Welcome to part four of my series for new bloggers. So you’ve got everything in place and are ready for what can be the hardest part. Namely writing blog posts.
Starting a blog is exciting but putting yourself out there can be a daunting prospect. As a result, you can end up staring at an empty screen not knowing how to start. I’m no exception to this. Despite starting life as a journalist, it felt really awkward writing my first post.
Beforehand, I had been writing for other publications but this was completely different. By blogging, I was representing myself and nobody else. I was bullied at school and still take things personally even today, so I felt incredibly nervous about it all.
I went ahead and published it though and that’s when I started learning the art of writing blog posts. Over the last seven years, my writing has evolved. Here are some things I’ve picked up to help you get started.

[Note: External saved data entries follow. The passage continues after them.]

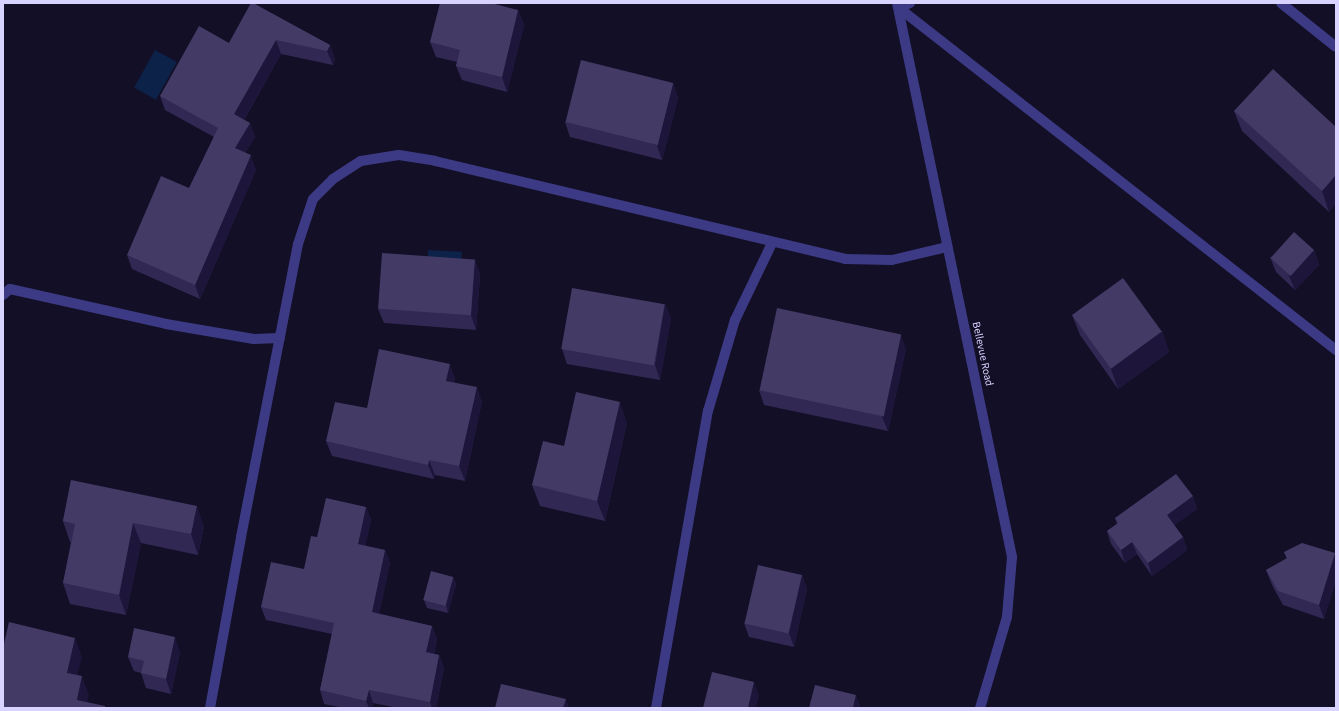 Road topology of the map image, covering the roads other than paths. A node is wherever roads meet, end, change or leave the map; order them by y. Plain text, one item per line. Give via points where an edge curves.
1 (910, 3) edge
2 (1281, 3) edge
3 (898, 5) edge
4 (1336, 46) edge
5 (772, 243) junction
6 (947, 247) junction
7 (3, 295) edge
8 (280, 338) junction
9 (1336, 350) edge
10 (210, 708) edge
11 (656, 708) edge
12 (980, 708) edge

1 - 3 street
2 - 4 street
3 - 6 street, Bellevue Road
3 - 9 street
5 - 6 street via 853,260 892,260
5 - 8 street via 626,205 399,154 361,161 333,179 313,199 298,244
5 - 11 street via 735,320 708,411
6 - 12 street, Bellevue Road via 1012,557 1007,617
7 - 8 street via 10,289 166,324 254,339
8 - 10 street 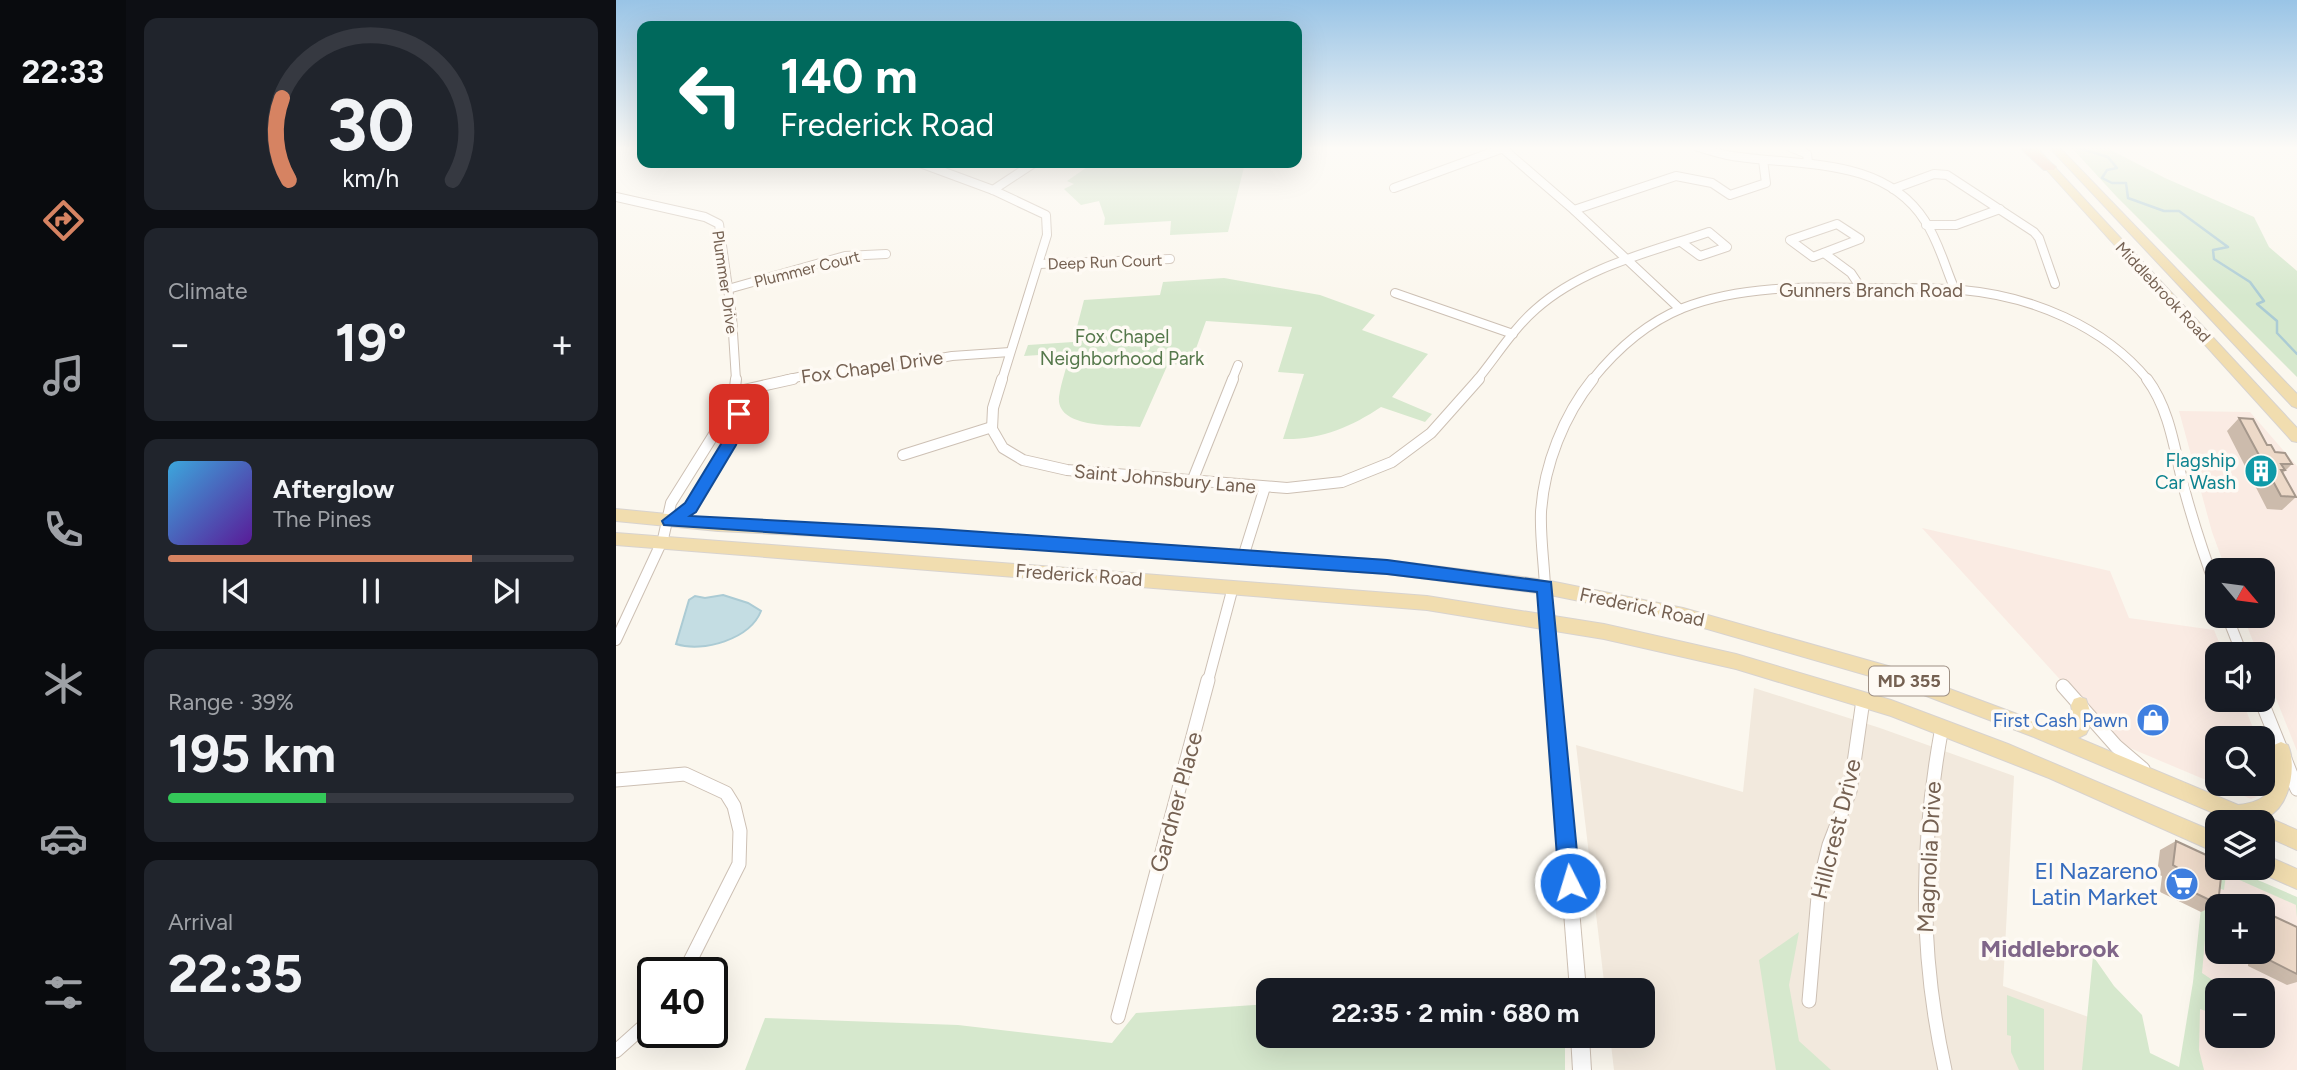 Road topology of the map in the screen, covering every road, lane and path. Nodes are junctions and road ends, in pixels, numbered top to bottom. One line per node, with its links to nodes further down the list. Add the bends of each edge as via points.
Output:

Start as you mean to go on
As I mentioned in one of my earlier posts, you don’t have long to grab people’s attention. So, in the same way that your blog needs to be visually appealing, the first paragraph has to compel readers to stay.
The whole point of your post needs to be there. Deal with the who, what, where, when, why and how right at the start. You can – and should – go into further detail later on, but you need to set out the proverbial stall first.
Keep it concise
I cringe when I look back at some of my early posts. My sentences and paragraphs are ridiculously long. It’s much easier to read copy that’s to the point and doesn’t ramble. Particularly when it’s going to be read on a screen.

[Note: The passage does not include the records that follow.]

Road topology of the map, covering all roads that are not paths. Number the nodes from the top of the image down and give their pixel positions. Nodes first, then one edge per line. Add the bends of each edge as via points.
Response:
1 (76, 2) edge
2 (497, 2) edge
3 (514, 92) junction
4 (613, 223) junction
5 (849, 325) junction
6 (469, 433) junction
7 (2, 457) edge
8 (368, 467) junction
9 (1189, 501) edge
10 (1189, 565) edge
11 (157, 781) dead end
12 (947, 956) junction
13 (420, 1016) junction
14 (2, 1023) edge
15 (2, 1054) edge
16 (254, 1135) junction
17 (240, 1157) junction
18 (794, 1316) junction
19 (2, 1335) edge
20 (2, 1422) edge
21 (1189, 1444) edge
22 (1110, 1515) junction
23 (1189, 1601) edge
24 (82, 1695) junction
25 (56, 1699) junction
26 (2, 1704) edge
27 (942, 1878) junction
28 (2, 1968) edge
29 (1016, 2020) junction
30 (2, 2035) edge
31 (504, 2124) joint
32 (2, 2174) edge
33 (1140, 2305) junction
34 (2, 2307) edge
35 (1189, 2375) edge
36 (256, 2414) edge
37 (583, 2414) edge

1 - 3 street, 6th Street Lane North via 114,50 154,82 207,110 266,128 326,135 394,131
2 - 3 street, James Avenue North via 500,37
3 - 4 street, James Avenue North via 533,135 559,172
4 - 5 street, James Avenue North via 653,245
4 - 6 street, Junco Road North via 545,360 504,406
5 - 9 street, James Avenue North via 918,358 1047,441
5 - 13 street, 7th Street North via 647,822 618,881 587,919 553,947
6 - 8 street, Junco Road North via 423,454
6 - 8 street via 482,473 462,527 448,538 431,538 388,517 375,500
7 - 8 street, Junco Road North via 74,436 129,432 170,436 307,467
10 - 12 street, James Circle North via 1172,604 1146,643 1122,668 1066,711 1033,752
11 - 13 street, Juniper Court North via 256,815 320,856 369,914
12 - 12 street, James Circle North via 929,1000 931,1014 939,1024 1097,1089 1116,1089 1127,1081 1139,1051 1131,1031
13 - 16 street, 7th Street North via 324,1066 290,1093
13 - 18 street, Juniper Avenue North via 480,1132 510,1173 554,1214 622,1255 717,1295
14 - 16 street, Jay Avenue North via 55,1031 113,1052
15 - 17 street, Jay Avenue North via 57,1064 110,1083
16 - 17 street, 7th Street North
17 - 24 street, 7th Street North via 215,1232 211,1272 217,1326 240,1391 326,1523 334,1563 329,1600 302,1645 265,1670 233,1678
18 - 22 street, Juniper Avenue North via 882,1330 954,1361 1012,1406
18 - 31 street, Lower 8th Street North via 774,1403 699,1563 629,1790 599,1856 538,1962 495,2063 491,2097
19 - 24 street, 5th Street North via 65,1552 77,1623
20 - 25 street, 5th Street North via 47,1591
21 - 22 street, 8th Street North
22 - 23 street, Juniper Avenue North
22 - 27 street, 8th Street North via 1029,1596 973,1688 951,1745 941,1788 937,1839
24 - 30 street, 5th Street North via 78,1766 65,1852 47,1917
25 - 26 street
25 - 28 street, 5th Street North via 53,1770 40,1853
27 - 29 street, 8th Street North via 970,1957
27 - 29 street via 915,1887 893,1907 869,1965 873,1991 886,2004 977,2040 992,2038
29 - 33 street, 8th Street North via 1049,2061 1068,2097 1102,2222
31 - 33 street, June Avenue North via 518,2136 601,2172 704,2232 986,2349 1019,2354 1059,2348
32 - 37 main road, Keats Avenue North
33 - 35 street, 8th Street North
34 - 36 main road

That’s not to say that you should omit details or asides. You just need to make sure your sentences are concise. As a rule of thumb, try not to exceed 20 words a sentence.
Similarly, paragraphs should be three or four sentences at the most. Use a live preview of your post to see how the text looks and identify places where it can be broken up if necessary.

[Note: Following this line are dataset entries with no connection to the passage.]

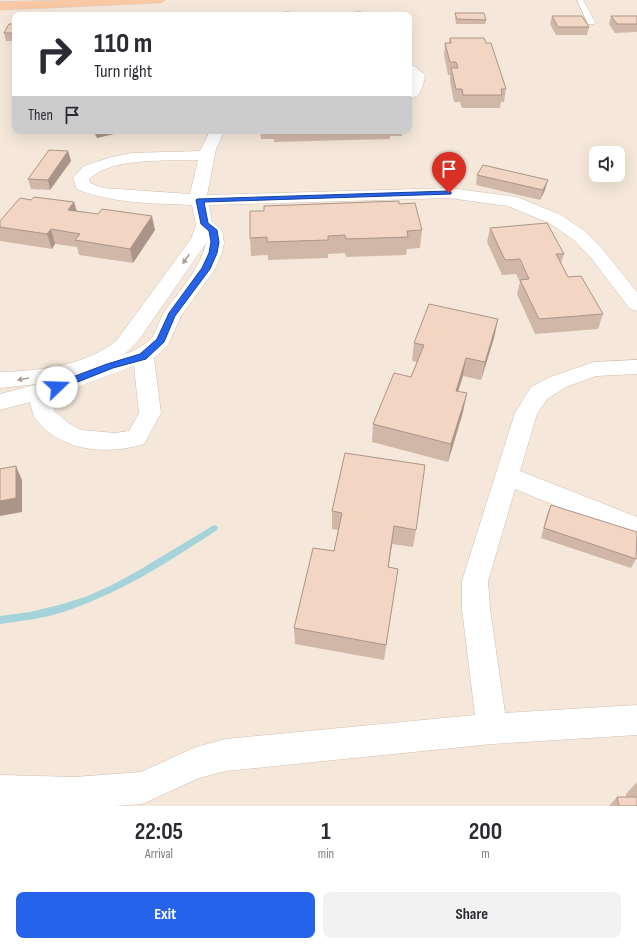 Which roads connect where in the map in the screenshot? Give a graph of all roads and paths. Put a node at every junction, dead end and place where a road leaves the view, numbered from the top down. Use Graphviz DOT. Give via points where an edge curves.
graph roads {
  1 [pos="159,0"];
  2 [pos="580,0"];
  3 [pos="131,1"];
  4 [pos="0,6"];
  5 [pos="592,22"];
  6 [pos="412,71"];
  7 [pos="412,92"];
  8 [pos="216,134"];
  9 [pos="206,155"];
  10 [pos="200,200"];
  11 [pos="205,225"];
  12 [pos="637,305"];
  13 [pos="143,356"];
  14 [pos="637,367"];
  15 [pos="0,380"];
  16 [pos="38,392"];
  17 [pos="0,402"];
  18 [pos="507,476"];
  19 [pos="637,528"];
  20 [pos="637,720"];
  21 [pos="492,729"];
  22 [pos="0,791"];
  1 -- 3 [label="highway"];
  2 -- 5 [label="lane"];
  3 -- 4 [label="highway"];
  6 -- 7 [label="street" via="418,75 418,82"];
  8 -- 9 [label="street"];
  9 -- 10 [label="street" via="198,192"];
  9 -- 10 [label="street" via="132,158 90,169 81,178 83,186 100,193"];
  10 -- 11 [label="street"];
  10 -- 12 [label="street" via="449,193 511,201 555,219 580,236"];
  11 -- 13 [label="street" via="213,230 215,242 206,269 172,315 161,340"];
  11 -- 15 [label="street, one-way" via="200,239 121,347 88,365 19,380"];
  13 -- 16 [label="street"];
  13 -- 16 [label="street" via="150,413 136,438 115,442 77,438 45,416"];
  14 -- 18 [label="street" via="594,369 558,382 539,393 526,412"];
  16 -- 17 [label="street"];
  18 -- 19 [label="street"];
  18 -- 21 [label="street" via="475,581 476,609"];
  20 -- 21 [label="street"];
  21 -- 22 [label="street" via="226,755 196,763 142,788 75,793"];
}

Check your spellings and grammar
Spelling and grammatical errors don’t reflect well on anyone so make sure you eliminate them before hitting publish. It’s easy to miss typos and the like once you’ve become used to the copy on screen.
To combat this, I always read my posts aloud to myself and ask my wife to read them too. I also use a specific WordPress plugin that checks content for readability. By means of an alternative that can be used on any platform, Grammarly is a useful free tool.
Install it as an extension in Chrome and sign up for a free account. Once you’ve done this, it will go through your copy to flag up potential errors and make suggestions for improvements.
Check your facts
It’s vital that you get your facts straight too. Even if you mention something in passing, getting it right is a must. With the answers available in seconds via the power of Google, there’s never any excuse for getting information wrong.
This is important on a credibility level as well as a slightly scary legal one. You could end up on the wrong end of a lawsuit if you accidentally defame a person or organisation. This is only in extreme cases, of course, but it’s important to keep it in mind while writing blog posts.
Find your voice
Your blogging ‘voice’ is perhaps your most important asset. I’ve intentionally put it last here though as you won’t nail it overnight. It’s something that will evolve over time. The style and tone of your copy need to reflect you, so try to write things as you would say them in person.
Don’t write things exactly as you would say them, however. Speech is often clunky as we think while we talk. Aim for a polished version of how you would articulate your story if you were describing it to a friend. Again, read it aloud and you’ll soon get a feel for what works.